City Problems (An Ed Runyon Mystery)

Image of City Problems (An Ed Runyon Mystery)
Release Date: 
July 6, 2021
Oceanview Publishing
Reviewed by: 

“City Problems is terrific. Don't miss it!”

Meet Ed Runyon, a cop with a heart, though he doesn't always show it.

Okay, so he drinks a bit too much, and has an eye for the ladies. And he gets in bar fights, too, but he usually doesn't start them. However, he's a good finisher, and he gets things done. He's the kind of cop you'd want looking for you if you ever go missing. The kind of guy your mother tells you not to date, although she might if she's recently divorced your dad. Runyon is charming, glib, and tortured all at the same time. Cougar bait.

He moved to small town Ohio after his failed attempt to locate a missing teenage girl in NYC. There's lots of crime there, so much so that he was too busy to put in the hours necessary to find her in time. Now that he's a detective with the Mifflin County Sheriff's office, he's left those city problems behind.

Or so he thought.

One Saturday night, high school junior Megan Beemer goes to a warehouse party attended by a bunch of nogoodniks and doesn't come home after. Runyon is assigned the case. He doesn’t want it.

". . . reminded me too much of another girl, in another place, who was not so pretty when we finally found her. That was the night I left the big city, full of bourbon and mental pictures I could not erase. I hate thinking about that night. I had spent a great deal of time and effort learning how to not think of that night."

Michelle Beckworth, an investigator with the Columbus PD comes up to Mifflin County to help on the Megan Beemer case. Shelly is an attractive no-nonsense investigator that Runyon is semi-curious about until she tells him she has other inclinations, so he keeps it professional. Besides, he already has Linda, a friend with benefits.

Clues are scarce and there are dead ends aplenty. For every question Runyon is able to answer, dozens more come up.

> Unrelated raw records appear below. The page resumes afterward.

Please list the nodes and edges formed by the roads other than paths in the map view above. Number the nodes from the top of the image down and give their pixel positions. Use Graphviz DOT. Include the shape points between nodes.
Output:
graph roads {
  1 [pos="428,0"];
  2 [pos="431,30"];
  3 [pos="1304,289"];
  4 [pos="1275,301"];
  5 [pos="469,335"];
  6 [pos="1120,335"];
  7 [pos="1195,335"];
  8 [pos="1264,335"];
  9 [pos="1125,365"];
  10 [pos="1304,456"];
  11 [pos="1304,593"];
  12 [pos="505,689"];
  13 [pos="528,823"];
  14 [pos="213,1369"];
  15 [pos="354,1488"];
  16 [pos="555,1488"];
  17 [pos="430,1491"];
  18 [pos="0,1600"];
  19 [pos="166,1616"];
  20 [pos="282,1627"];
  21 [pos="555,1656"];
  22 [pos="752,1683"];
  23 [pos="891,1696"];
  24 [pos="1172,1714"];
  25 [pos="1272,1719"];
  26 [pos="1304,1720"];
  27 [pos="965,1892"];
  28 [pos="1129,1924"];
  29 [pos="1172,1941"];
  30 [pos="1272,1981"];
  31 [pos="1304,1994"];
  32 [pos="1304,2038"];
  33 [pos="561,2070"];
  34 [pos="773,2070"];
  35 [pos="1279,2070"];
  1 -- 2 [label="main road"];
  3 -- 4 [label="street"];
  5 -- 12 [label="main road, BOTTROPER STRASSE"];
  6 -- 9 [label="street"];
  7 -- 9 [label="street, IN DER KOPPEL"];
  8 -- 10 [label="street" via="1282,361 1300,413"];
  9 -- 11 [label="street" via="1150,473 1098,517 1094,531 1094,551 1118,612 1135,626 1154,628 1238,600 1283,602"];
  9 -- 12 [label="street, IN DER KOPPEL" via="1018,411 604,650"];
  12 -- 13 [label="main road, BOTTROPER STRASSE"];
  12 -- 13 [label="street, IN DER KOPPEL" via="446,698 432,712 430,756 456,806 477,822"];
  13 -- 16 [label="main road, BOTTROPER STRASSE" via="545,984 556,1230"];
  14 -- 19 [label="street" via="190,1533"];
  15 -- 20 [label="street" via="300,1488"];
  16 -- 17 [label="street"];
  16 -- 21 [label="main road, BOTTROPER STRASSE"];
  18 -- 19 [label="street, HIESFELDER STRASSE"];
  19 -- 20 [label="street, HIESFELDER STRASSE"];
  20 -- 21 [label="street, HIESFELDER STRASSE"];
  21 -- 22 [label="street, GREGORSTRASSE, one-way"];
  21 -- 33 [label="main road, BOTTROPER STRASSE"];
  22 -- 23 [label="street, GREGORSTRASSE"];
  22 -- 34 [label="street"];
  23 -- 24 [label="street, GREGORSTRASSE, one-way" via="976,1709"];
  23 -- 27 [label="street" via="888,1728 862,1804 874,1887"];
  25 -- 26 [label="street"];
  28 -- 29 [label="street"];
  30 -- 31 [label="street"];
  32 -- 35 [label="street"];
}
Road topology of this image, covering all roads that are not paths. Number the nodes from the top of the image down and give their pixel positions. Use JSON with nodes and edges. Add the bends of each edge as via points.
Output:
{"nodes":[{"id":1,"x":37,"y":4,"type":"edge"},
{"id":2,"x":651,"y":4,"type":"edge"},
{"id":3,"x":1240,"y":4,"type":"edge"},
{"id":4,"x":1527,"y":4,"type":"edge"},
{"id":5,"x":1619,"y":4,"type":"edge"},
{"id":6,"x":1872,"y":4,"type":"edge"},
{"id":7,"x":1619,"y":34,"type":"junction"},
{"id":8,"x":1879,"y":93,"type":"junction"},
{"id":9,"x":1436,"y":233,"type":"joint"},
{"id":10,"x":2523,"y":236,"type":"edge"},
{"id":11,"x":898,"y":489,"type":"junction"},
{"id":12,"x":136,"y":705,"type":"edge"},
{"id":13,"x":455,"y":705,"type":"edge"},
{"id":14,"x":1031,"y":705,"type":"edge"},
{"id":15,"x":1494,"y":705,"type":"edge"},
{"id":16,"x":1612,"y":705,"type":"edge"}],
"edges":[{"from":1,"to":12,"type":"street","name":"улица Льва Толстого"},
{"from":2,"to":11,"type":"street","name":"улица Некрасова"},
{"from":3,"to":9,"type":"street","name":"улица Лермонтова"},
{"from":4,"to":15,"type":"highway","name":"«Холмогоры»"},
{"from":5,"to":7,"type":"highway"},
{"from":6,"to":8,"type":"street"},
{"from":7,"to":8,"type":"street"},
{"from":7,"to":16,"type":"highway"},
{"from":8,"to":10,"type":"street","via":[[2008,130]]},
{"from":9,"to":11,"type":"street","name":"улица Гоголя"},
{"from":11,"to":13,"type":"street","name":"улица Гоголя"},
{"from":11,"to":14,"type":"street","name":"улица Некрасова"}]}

Goble has put together an extremely enjoyable read. There are lots of characters in the book, all named, even the secondary and minor ones, and the author has made them all interesting. Here Runyon interviews a witness:

"Ally Phelps was a waif, a freshman dressed in jeans and T-shirt and topped with wild back hair streaked with yellow. . . . The T-shirt was adorned with a demon, who was either trying to swallow a cat or coughing one up. . . . Once I fought for a glance beyond all the mascara, I saw that her eyes were brown. One might describe her overall aesthetic as 'pissed at the world.'"

This is Tess Baldwin:

"At the fourth trailer, a woman opened the door seconds after I knocked. She had a pistol in her hand, aimed at my face. . . .

“'You're not Dave,' she said.

"‘. . . I noticed that she was blonde, skinny, wearing a huge T-shirt and nothing else. She probably was between forty and fifty years old. I saw no needle tracks on her arms, and no drug paraphernalia anywhere within sight. . . . The scent of warm screwdrivers rode every exhalation."

The author's wordsmithing is magnetic from the very first pages, which are written in the victim's point of view while she's being driven away from the party. Goosebumpy!

Goble surely has a winner in this book. Ed Runyon is easy to fall in love with.

But readers beware—the overabundance of profanity could be a deal breaker for some. Who talks that way in real life? Maybe teenagers trying it out. Cops? Certainly not all of them.

The unnecessary passive aggressive political digs dropped in the dialogue threaten to offend a good number of readers, too. But if they can get past all that, they'll have no trouble relating to Steve Goble's new hero.

City Problems is terrific. Don't miss it!